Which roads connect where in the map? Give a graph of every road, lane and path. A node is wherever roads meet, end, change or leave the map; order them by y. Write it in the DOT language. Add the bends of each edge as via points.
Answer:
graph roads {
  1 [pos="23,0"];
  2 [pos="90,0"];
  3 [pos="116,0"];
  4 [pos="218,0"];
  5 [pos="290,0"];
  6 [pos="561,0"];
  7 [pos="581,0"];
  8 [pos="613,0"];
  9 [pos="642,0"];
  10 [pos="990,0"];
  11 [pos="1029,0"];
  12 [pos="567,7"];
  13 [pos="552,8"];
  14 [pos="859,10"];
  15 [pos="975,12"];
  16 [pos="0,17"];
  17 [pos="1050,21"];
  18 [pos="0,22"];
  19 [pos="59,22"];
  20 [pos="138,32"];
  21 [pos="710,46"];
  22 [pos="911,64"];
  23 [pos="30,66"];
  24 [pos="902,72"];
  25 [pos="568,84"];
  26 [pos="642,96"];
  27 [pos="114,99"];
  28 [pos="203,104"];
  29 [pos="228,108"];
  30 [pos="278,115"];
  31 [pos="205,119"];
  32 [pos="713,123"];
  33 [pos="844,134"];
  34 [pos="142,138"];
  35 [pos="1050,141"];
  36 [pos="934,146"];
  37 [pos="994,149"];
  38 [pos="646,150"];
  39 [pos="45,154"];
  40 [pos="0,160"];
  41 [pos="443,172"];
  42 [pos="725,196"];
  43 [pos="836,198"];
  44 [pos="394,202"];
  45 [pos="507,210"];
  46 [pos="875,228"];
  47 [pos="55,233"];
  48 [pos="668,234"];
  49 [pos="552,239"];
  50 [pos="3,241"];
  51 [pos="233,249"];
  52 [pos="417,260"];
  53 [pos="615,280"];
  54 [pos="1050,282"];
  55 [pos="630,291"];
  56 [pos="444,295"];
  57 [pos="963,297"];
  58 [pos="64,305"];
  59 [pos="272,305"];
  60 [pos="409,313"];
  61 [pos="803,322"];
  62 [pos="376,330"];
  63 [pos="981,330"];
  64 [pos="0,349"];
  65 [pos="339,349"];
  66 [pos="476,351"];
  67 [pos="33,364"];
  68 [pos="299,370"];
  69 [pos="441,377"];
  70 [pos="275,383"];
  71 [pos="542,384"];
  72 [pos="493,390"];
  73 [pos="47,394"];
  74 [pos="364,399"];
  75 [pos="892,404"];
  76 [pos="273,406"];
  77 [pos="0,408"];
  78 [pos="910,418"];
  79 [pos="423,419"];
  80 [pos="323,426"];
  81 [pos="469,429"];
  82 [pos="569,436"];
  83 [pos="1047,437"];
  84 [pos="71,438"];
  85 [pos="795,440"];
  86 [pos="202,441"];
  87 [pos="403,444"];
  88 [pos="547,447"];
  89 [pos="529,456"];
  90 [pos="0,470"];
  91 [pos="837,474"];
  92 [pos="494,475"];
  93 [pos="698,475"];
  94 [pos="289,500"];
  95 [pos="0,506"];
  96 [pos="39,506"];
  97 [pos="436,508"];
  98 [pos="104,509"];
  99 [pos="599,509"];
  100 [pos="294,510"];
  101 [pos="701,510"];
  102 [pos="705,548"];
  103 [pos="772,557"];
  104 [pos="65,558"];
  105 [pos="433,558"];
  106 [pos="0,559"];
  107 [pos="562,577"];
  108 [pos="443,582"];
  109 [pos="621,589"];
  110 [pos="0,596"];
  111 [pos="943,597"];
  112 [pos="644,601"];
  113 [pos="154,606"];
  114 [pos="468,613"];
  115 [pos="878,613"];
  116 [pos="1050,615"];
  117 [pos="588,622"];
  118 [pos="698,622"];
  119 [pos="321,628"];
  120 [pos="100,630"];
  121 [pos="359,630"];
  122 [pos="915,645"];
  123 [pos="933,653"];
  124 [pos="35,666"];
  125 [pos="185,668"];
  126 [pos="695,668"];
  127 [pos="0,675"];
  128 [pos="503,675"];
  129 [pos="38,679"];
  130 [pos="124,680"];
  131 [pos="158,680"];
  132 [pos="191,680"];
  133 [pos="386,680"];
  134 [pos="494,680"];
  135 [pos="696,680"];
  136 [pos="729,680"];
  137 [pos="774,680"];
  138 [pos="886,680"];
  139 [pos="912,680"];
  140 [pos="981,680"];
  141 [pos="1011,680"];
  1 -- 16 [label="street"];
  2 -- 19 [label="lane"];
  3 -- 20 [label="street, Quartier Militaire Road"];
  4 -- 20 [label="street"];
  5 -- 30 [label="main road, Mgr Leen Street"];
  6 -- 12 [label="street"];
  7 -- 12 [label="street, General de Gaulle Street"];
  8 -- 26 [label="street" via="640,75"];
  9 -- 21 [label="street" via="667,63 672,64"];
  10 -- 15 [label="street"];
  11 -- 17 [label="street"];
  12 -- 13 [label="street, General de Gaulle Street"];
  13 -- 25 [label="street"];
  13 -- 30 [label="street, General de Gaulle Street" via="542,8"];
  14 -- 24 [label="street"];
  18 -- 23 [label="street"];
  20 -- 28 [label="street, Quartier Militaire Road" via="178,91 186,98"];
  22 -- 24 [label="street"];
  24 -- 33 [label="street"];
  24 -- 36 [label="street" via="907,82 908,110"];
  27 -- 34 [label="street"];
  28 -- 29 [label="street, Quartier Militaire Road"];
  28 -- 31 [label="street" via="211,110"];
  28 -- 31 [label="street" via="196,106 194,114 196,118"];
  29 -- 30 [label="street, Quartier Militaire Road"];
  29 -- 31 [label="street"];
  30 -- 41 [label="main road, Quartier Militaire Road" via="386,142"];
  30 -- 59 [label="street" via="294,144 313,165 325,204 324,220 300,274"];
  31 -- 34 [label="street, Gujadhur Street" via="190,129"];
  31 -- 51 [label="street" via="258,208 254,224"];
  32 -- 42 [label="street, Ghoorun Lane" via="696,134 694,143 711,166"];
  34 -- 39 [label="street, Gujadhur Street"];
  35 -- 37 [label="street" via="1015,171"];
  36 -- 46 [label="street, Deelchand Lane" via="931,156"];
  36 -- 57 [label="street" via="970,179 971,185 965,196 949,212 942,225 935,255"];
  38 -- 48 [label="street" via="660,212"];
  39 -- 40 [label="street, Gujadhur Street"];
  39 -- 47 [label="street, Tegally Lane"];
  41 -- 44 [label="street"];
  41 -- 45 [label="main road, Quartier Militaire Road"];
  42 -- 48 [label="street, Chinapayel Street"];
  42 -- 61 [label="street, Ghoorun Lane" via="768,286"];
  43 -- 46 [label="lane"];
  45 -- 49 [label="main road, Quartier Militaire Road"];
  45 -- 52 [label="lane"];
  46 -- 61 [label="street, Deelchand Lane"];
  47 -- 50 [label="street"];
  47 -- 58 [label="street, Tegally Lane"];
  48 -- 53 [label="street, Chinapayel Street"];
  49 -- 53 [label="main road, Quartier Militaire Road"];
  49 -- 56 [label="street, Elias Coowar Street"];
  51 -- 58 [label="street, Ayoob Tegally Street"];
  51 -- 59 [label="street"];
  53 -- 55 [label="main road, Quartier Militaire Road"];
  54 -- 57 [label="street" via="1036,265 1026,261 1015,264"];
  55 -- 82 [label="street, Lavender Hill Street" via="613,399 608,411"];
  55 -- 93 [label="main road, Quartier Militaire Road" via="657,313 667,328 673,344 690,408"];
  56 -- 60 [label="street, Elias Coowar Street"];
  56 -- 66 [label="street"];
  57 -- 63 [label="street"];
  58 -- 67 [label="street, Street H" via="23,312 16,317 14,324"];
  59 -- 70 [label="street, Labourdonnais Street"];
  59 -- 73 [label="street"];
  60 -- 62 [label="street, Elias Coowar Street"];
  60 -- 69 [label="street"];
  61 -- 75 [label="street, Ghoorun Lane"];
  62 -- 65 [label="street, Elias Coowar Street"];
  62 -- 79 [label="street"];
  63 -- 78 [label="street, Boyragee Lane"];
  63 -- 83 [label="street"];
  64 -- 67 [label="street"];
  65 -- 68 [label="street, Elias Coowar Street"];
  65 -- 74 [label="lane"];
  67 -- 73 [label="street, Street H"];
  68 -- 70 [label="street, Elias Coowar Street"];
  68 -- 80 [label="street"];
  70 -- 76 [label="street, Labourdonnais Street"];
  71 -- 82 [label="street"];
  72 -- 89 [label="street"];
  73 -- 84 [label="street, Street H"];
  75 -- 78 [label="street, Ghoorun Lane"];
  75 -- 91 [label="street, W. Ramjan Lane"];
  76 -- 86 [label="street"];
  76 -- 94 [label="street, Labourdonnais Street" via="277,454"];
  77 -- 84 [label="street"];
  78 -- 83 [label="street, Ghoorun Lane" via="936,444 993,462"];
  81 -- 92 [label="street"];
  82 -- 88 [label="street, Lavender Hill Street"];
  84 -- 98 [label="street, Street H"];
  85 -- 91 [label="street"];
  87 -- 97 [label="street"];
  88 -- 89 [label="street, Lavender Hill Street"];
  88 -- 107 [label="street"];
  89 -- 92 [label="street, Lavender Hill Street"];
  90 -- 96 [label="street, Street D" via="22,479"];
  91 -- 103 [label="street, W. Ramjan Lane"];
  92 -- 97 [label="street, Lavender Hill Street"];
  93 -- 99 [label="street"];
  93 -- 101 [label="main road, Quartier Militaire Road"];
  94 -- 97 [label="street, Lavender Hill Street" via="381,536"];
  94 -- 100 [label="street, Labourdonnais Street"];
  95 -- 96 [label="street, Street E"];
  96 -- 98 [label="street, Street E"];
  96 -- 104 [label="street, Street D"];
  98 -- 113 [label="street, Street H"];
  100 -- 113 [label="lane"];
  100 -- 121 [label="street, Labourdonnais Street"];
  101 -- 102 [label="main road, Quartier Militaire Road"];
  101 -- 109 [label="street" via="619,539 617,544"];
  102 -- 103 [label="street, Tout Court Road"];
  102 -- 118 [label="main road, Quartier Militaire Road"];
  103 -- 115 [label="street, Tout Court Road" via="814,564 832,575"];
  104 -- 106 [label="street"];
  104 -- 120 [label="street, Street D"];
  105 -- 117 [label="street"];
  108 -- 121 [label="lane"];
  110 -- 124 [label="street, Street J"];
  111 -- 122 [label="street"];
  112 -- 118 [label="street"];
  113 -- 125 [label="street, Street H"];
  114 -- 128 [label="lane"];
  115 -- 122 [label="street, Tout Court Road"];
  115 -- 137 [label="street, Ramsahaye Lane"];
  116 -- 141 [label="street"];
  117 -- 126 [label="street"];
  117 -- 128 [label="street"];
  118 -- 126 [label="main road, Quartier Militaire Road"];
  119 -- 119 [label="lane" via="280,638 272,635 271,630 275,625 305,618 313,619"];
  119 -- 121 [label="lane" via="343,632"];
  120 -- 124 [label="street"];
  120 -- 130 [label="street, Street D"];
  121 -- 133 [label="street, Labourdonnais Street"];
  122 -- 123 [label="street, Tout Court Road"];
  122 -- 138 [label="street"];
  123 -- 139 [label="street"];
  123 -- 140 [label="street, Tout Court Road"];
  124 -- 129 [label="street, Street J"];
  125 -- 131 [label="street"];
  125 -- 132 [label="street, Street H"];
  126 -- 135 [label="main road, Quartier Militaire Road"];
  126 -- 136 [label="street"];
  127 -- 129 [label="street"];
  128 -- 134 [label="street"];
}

PROBLEM REQUIREMENTS | Among the records, find all lines that include the string "Deelchand" and return them.

YOUR RESPONSE |
  36 -- 46 [label="street, Deelchand Lane" via="931,156"];
  46 -- 61 [label="street, Deelchand Lane"];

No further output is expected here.